Records contained in a dataset:
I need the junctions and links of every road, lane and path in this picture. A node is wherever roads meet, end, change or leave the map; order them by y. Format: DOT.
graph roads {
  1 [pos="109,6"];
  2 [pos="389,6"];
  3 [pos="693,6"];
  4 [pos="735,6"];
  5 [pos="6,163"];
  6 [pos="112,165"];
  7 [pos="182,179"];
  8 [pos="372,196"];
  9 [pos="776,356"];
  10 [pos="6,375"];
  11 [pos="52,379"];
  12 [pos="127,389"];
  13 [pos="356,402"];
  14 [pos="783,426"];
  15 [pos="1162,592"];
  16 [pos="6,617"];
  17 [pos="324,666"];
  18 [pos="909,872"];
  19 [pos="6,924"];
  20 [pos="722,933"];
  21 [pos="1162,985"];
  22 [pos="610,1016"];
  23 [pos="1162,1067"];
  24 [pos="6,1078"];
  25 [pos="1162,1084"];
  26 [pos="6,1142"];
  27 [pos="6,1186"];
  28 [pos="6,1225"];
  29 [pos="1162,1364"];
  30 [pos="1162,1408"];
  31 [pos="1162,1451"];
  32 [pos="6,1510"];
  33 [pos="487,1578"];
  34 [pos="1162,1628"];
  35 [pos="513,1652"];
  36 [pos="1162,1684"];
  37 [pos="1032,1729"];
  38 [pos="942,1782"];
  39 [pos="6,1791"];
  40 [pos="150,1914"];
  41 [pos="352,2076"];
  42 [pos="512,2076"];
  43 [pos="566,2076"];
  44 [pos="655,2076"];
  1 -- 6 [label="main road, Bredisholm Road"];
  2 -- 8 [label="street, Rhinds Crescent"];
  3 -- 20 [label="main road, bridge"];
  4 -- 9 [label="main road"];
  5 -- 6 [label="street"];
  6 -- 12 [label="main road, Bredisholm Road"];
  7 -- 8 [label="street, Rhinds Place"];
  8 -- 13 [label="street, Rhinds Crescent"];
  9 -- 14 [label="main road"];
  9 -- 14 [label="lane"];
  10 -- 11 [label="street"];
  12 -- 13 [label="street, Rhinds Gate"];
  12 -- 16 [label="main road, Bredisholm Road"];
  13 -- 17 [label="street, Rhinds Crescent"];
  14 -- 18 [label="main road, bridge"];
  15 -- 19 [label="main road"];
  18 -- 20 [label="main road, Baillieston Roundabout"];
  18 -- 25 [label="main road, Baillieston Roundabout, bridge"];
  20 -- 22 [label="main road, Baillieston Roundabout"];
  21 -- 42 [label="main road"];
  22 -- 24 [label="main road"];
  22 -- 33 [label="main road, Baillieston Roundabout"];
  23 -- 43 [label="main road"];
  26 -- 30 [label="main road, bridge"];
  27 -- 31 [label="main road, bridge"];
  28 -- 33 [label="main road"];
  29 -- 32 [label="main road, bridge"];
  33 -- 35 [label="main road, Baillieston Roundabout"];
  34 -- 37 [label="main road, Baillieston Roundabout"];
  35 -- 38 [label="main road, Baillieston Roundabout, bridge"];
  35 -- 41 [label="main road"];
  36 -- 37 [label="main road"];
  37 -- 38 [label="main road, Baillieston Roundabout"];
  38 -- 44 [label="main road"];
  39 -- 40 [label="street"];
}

## Problem statement
Lines holding the word "Rhinds" should be copied from the entries above.

## Written reply
  2 -- 8 [label="street, Rhinds Crescent"];
  7 -- 8 [label="street, Rhinds Place"];
  8 -- 13 [label="street, Rhinds Crescent"];
  12 -- 13 [label="street, Rhinds Gate"];
  13 -- 17 [label="street, Rhinds Crescent"];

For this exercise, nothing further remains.